:: WHAT NEEDS TO BE DONE ::
Print each of the entries exactly, leaving nothing out.

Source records
'''

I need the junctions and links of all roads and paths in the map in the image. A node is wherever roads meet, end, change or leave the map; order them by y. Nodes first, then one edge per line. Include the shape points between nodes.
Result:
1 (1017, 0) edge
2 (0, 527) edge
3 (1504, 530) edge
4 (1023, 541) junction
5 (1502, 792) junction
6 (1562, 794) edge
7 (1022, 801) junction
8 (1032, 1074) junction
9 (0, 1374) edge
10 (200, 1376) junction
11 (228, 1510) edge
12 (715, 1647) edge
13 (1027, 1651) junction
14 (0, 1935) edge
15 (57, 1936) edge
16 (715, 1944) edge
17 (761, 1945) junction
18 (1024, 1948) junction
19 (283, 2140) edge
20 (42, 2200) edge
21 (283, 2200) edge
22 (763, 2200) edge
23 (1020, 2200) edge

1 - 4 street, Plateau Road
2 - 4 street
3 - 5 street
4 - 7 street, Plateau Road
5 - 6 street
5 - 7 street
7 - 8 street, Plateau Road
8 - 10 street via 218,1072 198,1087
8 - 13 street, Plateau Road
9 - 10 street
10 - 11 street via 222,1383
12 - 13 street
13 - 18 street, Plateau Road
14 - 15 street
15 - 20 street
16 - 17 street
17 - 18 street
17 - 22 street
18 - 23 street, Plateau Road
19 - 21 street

'''

:: WRITTEN REPLY ::
I need the junctions and links of all roads and paths in the map in the image. A node is wherever roads meet, end, change or leave the map; order them by y. Nodes first, then one edge per line. Include the shape points between nodes.
Result:
1 (1017, 0) edge
2 (0, 527) edge
3 (1504, 530) edge
4 (1023, 541) junction
5 (1502, 792) junction
6 (1562, 794) edge
7 (1022, 801) junction
8 (1032, 1074) junction
9 (0, 1374) edge
10 (200, 1376) junction
11 (228, 1510) edge
12 (715, 1647) edge
13 (1027, 1651) junction
14 (0, 1935) edge
15 (57, 1936) edge
16 (715, 1944) edge
17 (761, 1945) junction
18 (1024, 1948) junction
19 (283, 2140) edge
20 (42, 2200) edge
21 (283, 2200) edge
22 (763, 2200) edge
23 (1020, 2200) edge

1 - 4 street, Plateau Road
2 - 4 street
3 - 5 street
4 - 7 street, Plateau Road
5 - 6 street
5 - 7 street
7 - 8 street, Plateau Road
8 - 10 street via 218,1072 198,1087
8 - 13 street, Plateau Road
9 - 10 street
10 - 11 street via 222,1383
12 - 13 street
13 - 18 street, Plateau Road
14 - 15 street
15 - 20 street
16 - 17 street
17 - 18 street
17 - 22 street
18 - 23 street, Plateau Road
19 - 21 street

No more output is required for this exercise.